Trial court, in a suit by vendee of a quantity of corn for damages for failure to comply with the contract in that the corn delivered was of inferior grade, erred in instructing that burden was on vendors to show by preponderance of evidence that the corn delivered was accepted by vendee as a compliance with the contract; since burden was upon plaintiff vendee to prove by preponderance of evidence that the corn was not of the contractual quality and was not accepted by him as in fulfillment of contract.

Trials-Evenly Balanced Evidence, Different Minds, Different
Conclusions-Burden of Proof, Verdict Against Party Having

-Rule.

In a suit for damages for failure of defendant to deliver to plaintiff a grade of corn called for by contract, held, that the burden of proof to show the corn delivered was not delivered in performance of the contract, was on plaintiff.
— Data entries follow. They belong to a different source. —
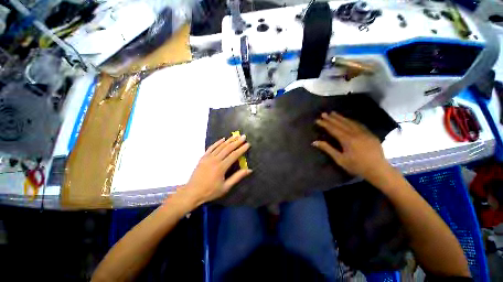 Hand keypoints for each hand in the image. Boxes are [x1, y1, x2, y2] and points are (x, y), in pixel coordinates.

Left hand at [182, 135, 251, 206]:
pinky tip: (223, 139)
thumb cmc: (210, 191)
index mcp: (221, 167)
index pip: (234, 155)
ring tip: (236, 136)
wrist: (192, 192)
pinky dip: (217, 142)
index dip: (242, 149)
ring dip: (229, 140)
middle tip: (243, 136)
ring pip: (220, 146)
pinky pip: (211, 147)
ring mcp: (208, 157)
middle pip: (228, 148)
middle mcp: (215, 160)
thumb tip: (249, 170)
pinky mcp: (203, 157)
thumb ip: (237, 177)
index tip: (248, 144)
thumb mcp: (226, 187)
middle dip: (237, 142)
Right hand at [312, 112, 388, 179]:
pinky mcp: (370, 134)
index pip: (333, 129)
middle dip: (331, 118)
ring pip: (350, 122)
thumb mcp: (340, 159)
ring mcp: (364, 133)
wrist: (379, 170)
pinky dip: (352, 120)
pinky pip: (359, 124)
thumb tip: (315, 142)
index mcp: (347, 140)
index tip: (318, 120)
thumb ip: (327, 149)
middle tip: (324, 113)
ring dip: (341, 117)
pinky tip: (349, 119)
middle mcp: (355, 133)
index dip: (325, 124)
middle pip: (341, 124)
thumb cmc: (357, 166)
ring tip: (334, 113) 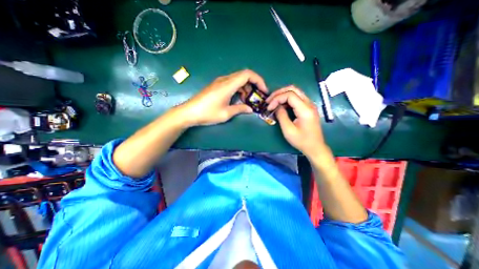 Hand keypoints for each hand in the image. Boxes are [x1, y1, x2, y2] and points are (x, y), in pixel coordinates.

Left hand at [180, 70, 267, 125]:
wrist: (189, 112)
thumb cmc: (207, 113)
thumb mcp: (226, 113)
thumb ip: (240, 109)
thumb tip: (250, 109)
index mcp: (228, 85)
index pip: (247, 74)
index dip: (258, 80)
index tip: (263, 90)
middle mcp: (224, 80)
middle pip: (244, 75)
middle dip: (254, 84)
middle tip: (258, 96)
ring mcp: (220, 82)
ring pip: (238, 79)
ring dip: (246, 88)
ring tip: (248, 100)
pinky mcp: (217, 86)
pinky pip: (232, 83)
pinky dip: (239, 89)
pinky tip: (239, 99)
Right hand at [268, 86, 327, 157]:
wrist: (315, 147)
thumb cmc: (301, 141)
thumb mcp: (288, 130)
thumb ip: (281, 116)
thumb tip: (276, 106)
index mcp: (305, 110)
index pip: (290, 95)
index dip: (277, 98)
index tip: (269, 107)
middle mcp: (309, 104)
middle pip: (293, 89)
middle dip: (279, 93)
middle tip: (269, 100)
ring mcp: (310, 105)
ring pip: (295, 92)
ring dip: (282, 95)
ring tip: (273, 102)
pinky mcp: (308, 108)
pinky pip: (296, 98)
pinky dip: (287, 99)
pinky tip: (280, 105) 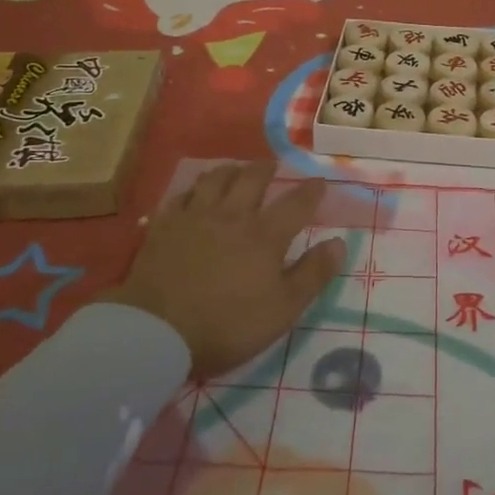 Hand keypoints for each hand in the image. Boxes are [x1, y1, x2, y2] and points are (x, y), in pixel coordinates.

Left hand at [103, 162, 341, 380]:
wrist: (156, 330)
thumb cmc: (226, 325)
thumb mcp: (282, 310)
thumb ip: (312, 275)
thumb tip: (339, 243)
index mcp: (264, 235)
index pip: (296, 203)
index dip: (311, 191)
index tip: (320, 181)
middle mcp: (232, 216)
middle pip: (252, 179)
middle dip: (266, 168)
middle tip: (273, 164)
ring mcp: (195, 218)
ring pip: (214, 179)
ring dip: (229, 170)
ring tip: (235, 169)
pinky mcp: (164, 227)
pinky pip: (180, 197)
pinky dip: (191, 191)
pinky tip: (193, 194) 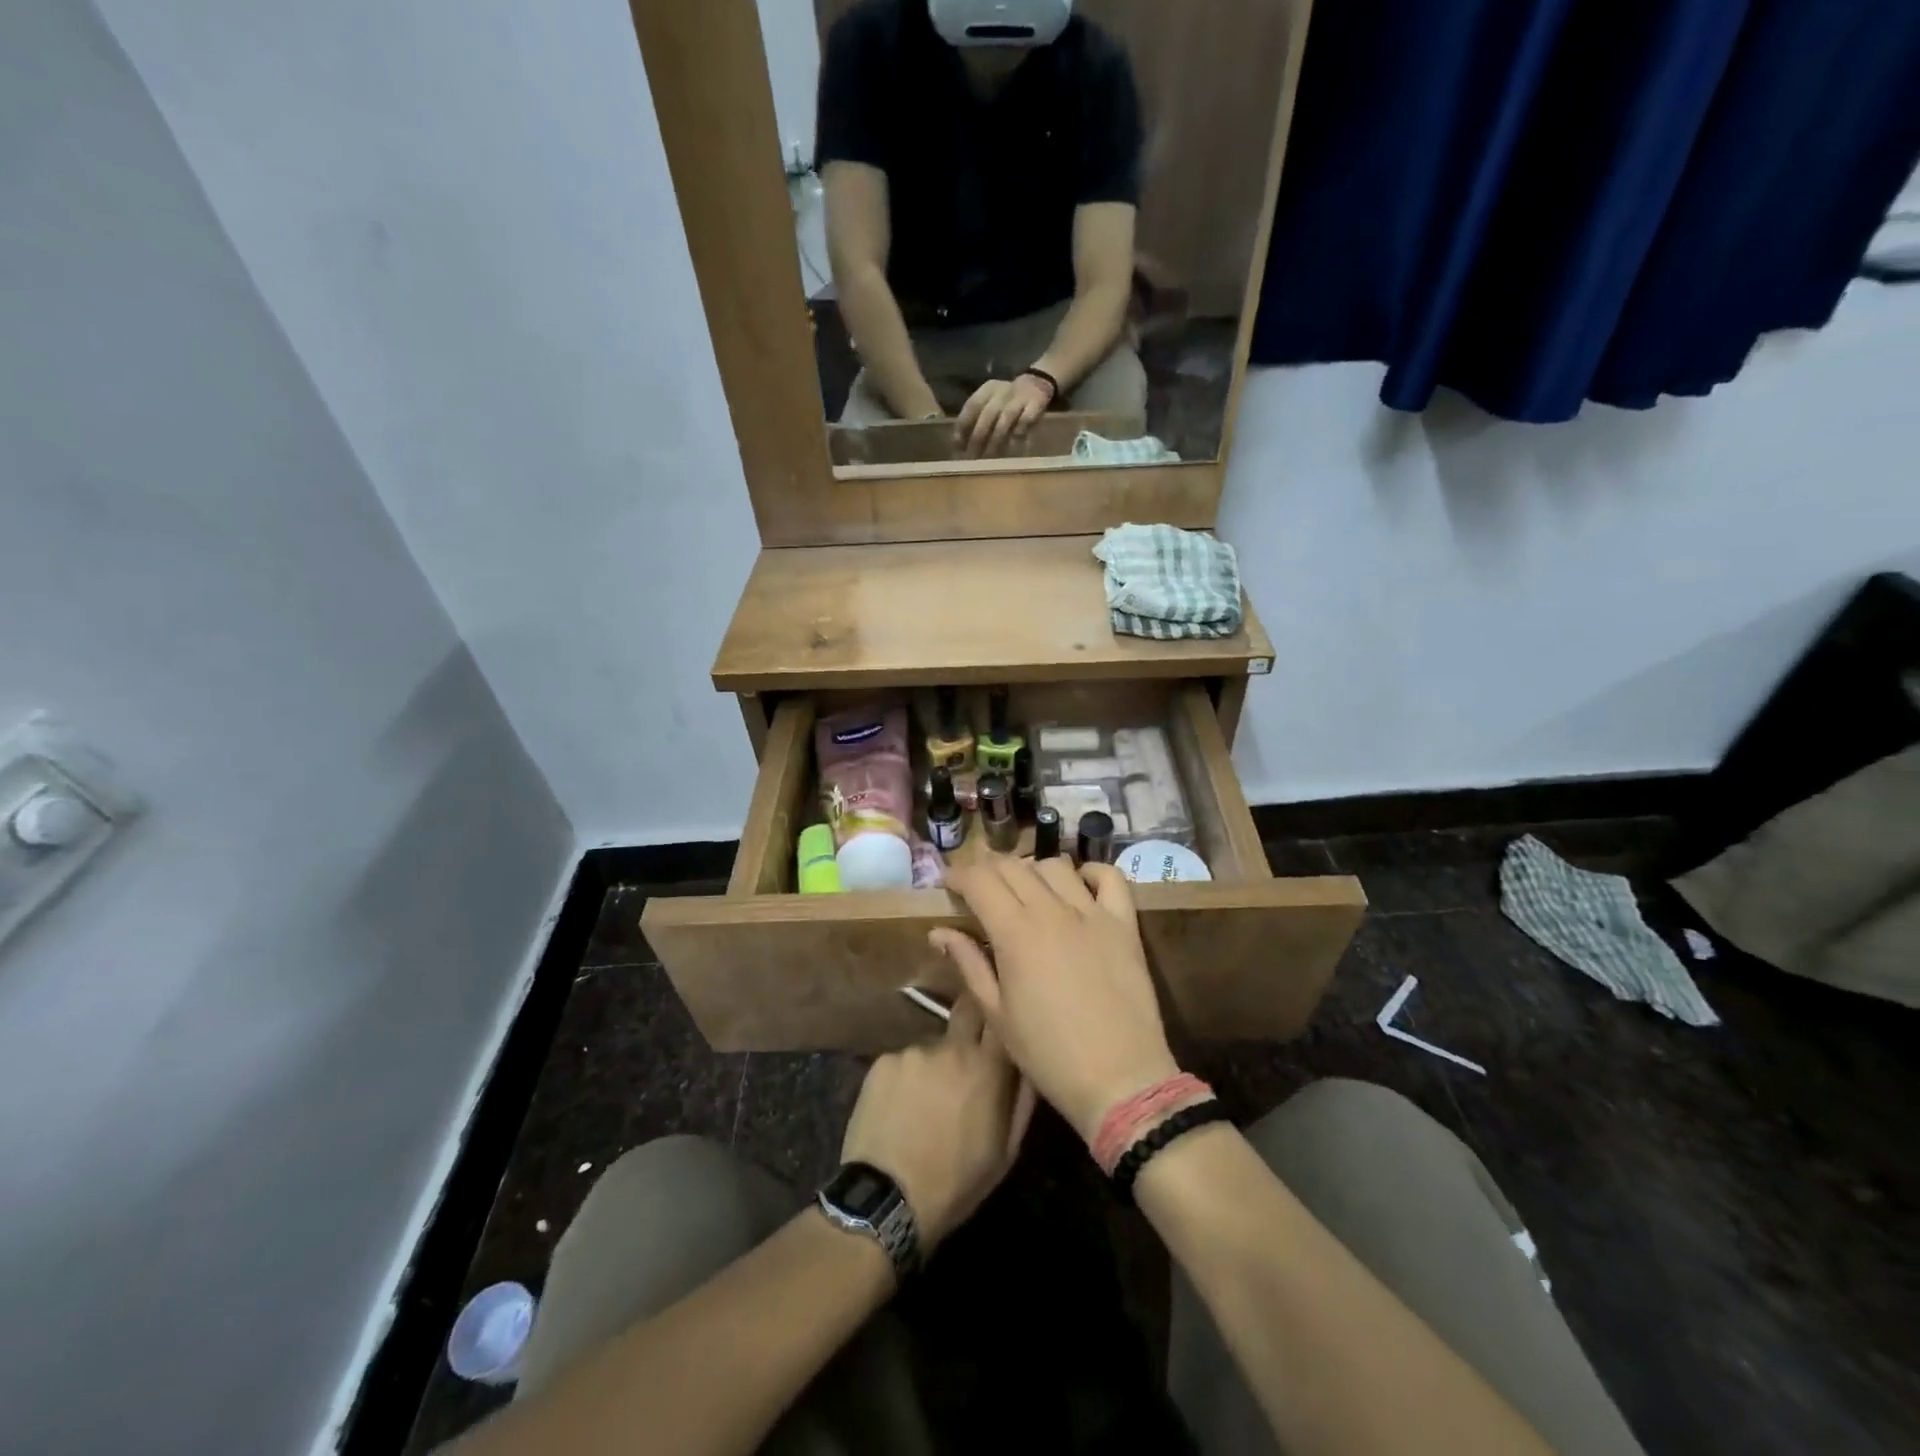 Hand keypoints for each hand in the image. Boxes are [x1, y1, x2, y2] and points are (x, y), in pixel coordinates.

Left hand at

Sales Sale of Corn, Recovery for Delivery of Inferior Grade—
Failure to Object to Grade, Effect.

In a suit to recover damages for defendant's failure to deliver to plaintiff a grade of corn called for by the sale contract, held, that plaintiff's failure to object to the corn received, because of its inferior grade, or to show that he informed defendants that it was not being accepted as performance of the contract, is fatal to recovery, his acceptance thereof being conclusive against him.

Appeal from Circuit Court, Minnehaha County. HON. JOSEPII W. JONES, Judge.

Action by G. W. Wright, against Arnold Dubbelde and others, to recover damages for failure to deliver corn per contract. From a judgment for plaintiff, and from an order denying a new trial, defendants appeal. Reversed.

Kirby, Kirby & Kirby, for Appellants.

Berdahl, Waggoner & Stordahl, for Respondents.

(3) To point three, Appellants cited:

Jones v. McEwen (Ky.) 16 S. W. 81; Duckwall v. Brooke, (Ky.) 65 S. W. 357.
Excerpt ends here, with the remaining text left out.